Ура, еще один денечек
Я проведу с тобой, сыночек,
Средь птиц, и белок, и детей,
Их упоительных затей.
Обращение к сыну здесь не случайно, у всех нас на памяти классическая строка, обращенная к младенцу: “Мне время тлеть — тебе цвести”, и с этим природным законом, спокойно принятым Пушкиным, нам, сегодняшним, так трудно, так невозможно согласиться, что хочется кричать ура и благодарить Провидение за каждый подаренный денечек. К тому же мир детства для поэта Ларисы Миллер притягателен, он открыт для нее, как область святого незнания и уголок собственного детства — с мамой, домашним теплом, неомраченной радостью. И даже если мама ушла, связь с ней продолжается, ей, находящейся там, дочь рассказывает, как хорошо, как сладко здесь.
Я от нежности таю, как тает на солнце Снегурка.
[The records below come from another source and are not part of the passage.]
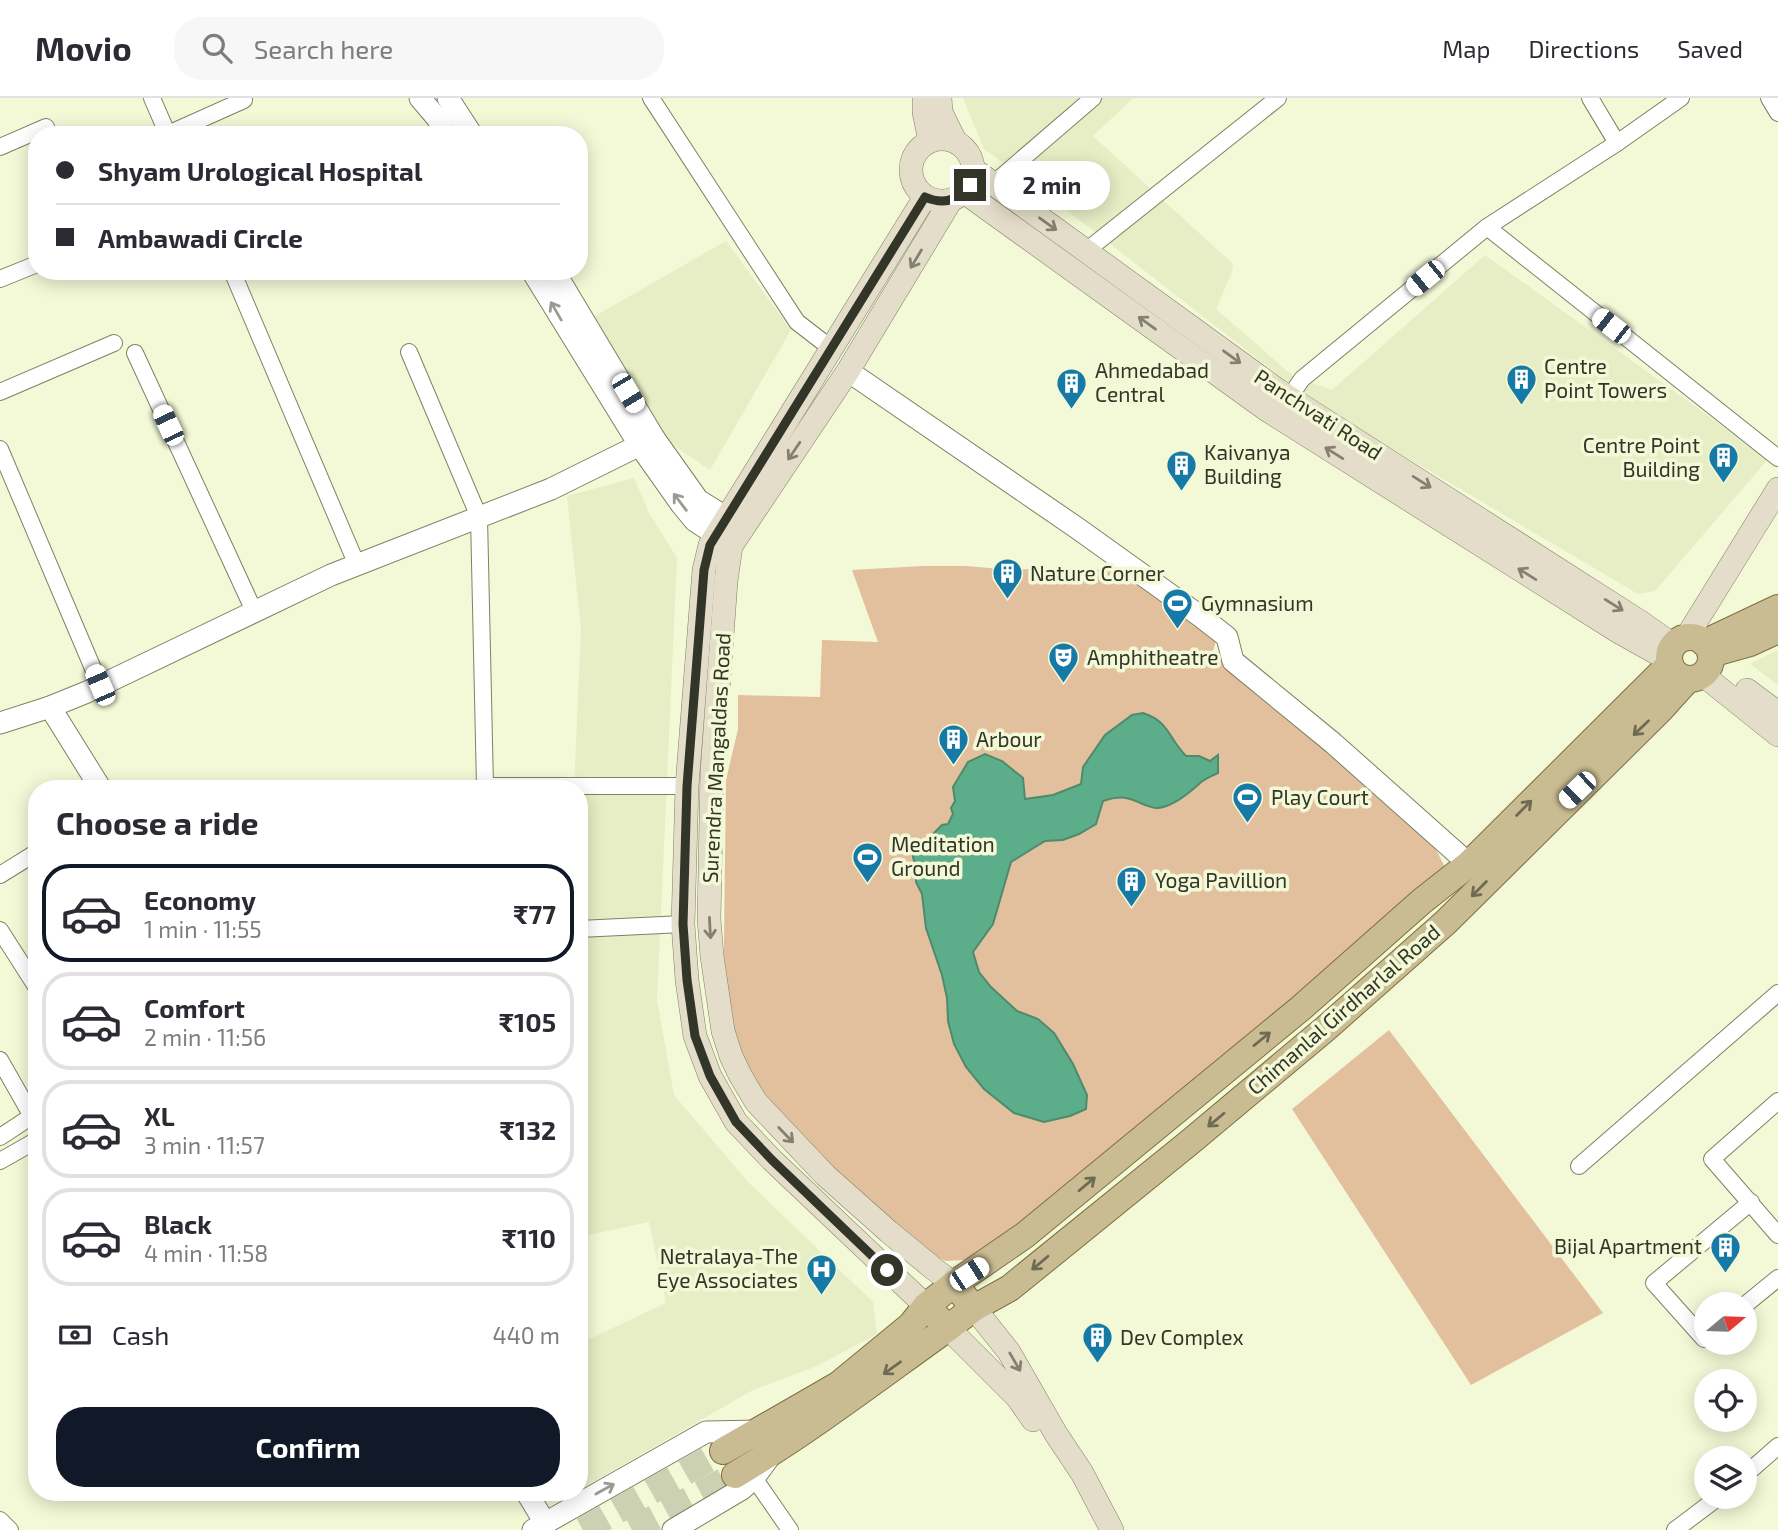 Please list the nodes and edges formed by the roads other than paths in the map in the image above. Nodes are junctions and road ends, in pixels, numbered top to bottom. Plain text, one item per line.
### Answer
1 (152, 98) edge
2 (420, 98) edge
3 (651, 98) edge
4 (924, 98) edge
5 (940, 98) edge
6 (1093, 98) edge
7 (1279, 98) edge
8 (1590, 98) edge
9 (1681, 98) edge
10 (1769, 98) edge
11 (244, 100) dead end
12 (453, 100) edge
13 (1778, 113) edge
14 (435, 116) junction
15 (164, 126) edge
16 (186, 126) edge
17 (441, 126) edge
18 (467, 126) edge
19 (28, 135) edge
20 (930, 141) junction
21 (955, 141) junction
22 (1617, 144) junction
23 (0, 147) edge
24 (973, 169) junction
25 (993, 184) junction
26 (958, 196) junction
27 (925, 197) junction
28 (1487, 227) junction
29 (1086, 251) junction
30 (28, 268) edge
31 (0, 279) edge
32 (236, 280) edge
33 (538, 280) edge
34 (559, 280) edge
35 (114, 343) dead end
36 (832, 349) junction
37 (409, 352) dead end
38 (135, 353) dead end
39 (848, 371) junction
40 (0, 392) edge
41 (1289, 398) junction
42 (647, 442) junction
43 (0, 449) edge
44 (1778, 458) edge
45 (1778, 489) edge
46 (1778, 514) edge
47 (479, 517) junction
48 (729, 531) junction
49 (357, 565) junction
50 (1778, 608) edge
51 (254, 611) junction
52 (1778, 630) edge
53 (1691, 656) junction
54 (100, 685) junction
55 (50, 707) junction
56 (1778, 713) edge
57 (0, 723) edge
58 (1778, 735) edge
59 (95, 780) edge
60 (485, 780) edge
61 (588, 786) edge
62 (687, 786) junction
63 (28, 858) edge
64 (1469, 864) junction
65 (0, 875) edge
66 (683, 924) junction
67 (588, 929) edge
68 (0, 930) edge
69 (28, 976) edge
70 (1778, 993) edge
71 (0, 1060) edge
72 (1778, 1101) edge
73 (28, 1109) edge
74 (28, 1123) edge
75 (0, 1137) edge
76 (28, 1145) edge
77 (0, 1161) edge
78 (1579, 1166) dead end
79 (1751, 1202) junction
80 (1778, 1235) edge
81 (1778, 1278) edge
82 (954, 1284) junction
83 (1757, 1295) edge
84 (926, 1306) junction
85 (974, 1308) junction
86 (948, 1328) junction
87 (1694, 1328) edge
88 (766, 1442) junction
89 (1778, 1446) edge
90 (723, 1451) tunnel mouth
91 (1757, 1464) edge
92 (745, 1477) junction
93 (588, 1498) edge
94 (530, 1501) edge
95 (583, 1501) edge
96 (1703, 1509) edge
97 (0, 1520) edge
98 (539, 1526) edge
99 (10, 1530) edge
100 (673, 1530) edge
101 (790, 1530) edge
102 (1098, 1530) edge
103 (1112, 1530) edge
104 (1675, 1530) edge

1 - 15 street
2 - 14 street
3 - 36 street
4 - 20 main road
5 - 21 main road
6 - 25 street
7 - 29 street
8 - 22 street
9 - 22 street
10 - 13 street
11 - 16 street
12 - 14 street
12 - 18 street
14 - 17 street
19 - 23 street
20 - 21 main road
20 - 27 main road
21 - 24 main road
22 - 28 street
24 - 25 main road, Panchvati Road
24 - 26 main road
25 -> 29 main road, Panchvati Road
26 - 27 main road
26 -> 39 main road, Surendra Mangaldas Road
53 -> 26 main road, Panchvati Road
27 - 36 main road, Surendra Mangaldas Road
28 - 41 street
28 - 44 street
29 -> 41 main road, Panchvati Road
30 - 31 street
32 - 49 street
42 -> 33 street
34 - 42 street
35 - 40 street
36 - 48 main road, Surendra Mangaldas Road
37 - 47 street
38 - 51 street
39 -> 48 main road, Surendra Mangaldas Road
39 - 64 street
41 -> 53 main road, Panchvati Road
42 - 47 street
42 - 48 street
43 - 54 street
45 - 53 main road
46 - 53 main road
47 - 49 street
47 - 60 street
48 - 62 main road, Surendra Mangaldas Road
48 -> 82 main road, Surendra Mangaldas Road
49 - 51 street
50 - 53 main road, Chimanlal Girdharlal Road
51 - 54 street
52 - 53 main road, Chimanlal Girdharlal Road
53 - 56 main road
53 - 58 main road
64 -> 53 main road, Chimanlal Girdharlal Road
53 -> 85 main road, Chimanlal Girdharlal Road
54 - 55 street
55 - 57 street
55 - 59 street
61 - 62 street
62 - 66 main road, Surendra Mangaldas Road
63 - 65 street
82 -> 64 main road, Chimanlal Girdharlal Road
66 - 67 street
66 - 84 main road, Surendra Mangaldas Road
68 - 69 street
70 - 78 street
71 - 73 street
72 - 79 street
74 - 75 street
76 - 77 street
79 - 80 street
79 - 87 street
81 - 83 street
82 - 84 main road, Chimanlal Girdharlal Road
82 - 85 main road
84 - 86 main road
84 - 88 main road
85 - 86 main road, Chimanlal Girdharlal Road
85 -> 103 main road
86 -> 88 main road
86 - 102 main road
88 - 90 main road
88 - 92 main road
93 -> 88 street
89 - 91 street
92 - 100 street
92 - 101 street
94 - 98 street
98 -> 95 street
96 - 104 street
97 - 99 street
Я от нежности таю к любому мгновению дня.
Мама, видишь оттуда, во что превратилась дочурка?
Я от нежности таю. Почти не осталось меня.
Да и день со мной нежен. К губам прикоснулся снежинкой,
Легким тельцем небесным, веселым своим светлячком.
Мама, видишь оттуда, как таю над дивной картинкой,
Той, что сотворена на едином дыханье, молчком?
Под стихами нет дат, но и без того понятно, что каждое время года, каждый день просятся в стихотворение, дабы поэт мог запечатлеть их неповоримость, уникальность, красоту. По стихам мы можем наблюдать, как проходит зима, как за ней следует весна, потом июнь, июль, август… Летние месяцы удостаиваются поэтичнейших признаний в любви.
В стихах Ларисы Миллер живет неброская подмосковная природа. Здесь нет чужих краев, с их чужими красотами, нет музеев и галерей, нет путешествий, необычных героев, жестоких страстей, есть книги и фильмы, но их немного, главное содержание ее стихов — я и природа: луч, ветка, синички, сойка, лопух… И поскольку рождаются стихи каждый день — как необходимое условие выживания, — то какой нужен свежий незамыленный глаз, какая привязанность к месту, чтобы увидеть все там же и все в том же — новые черты, новые краски, новое очарование.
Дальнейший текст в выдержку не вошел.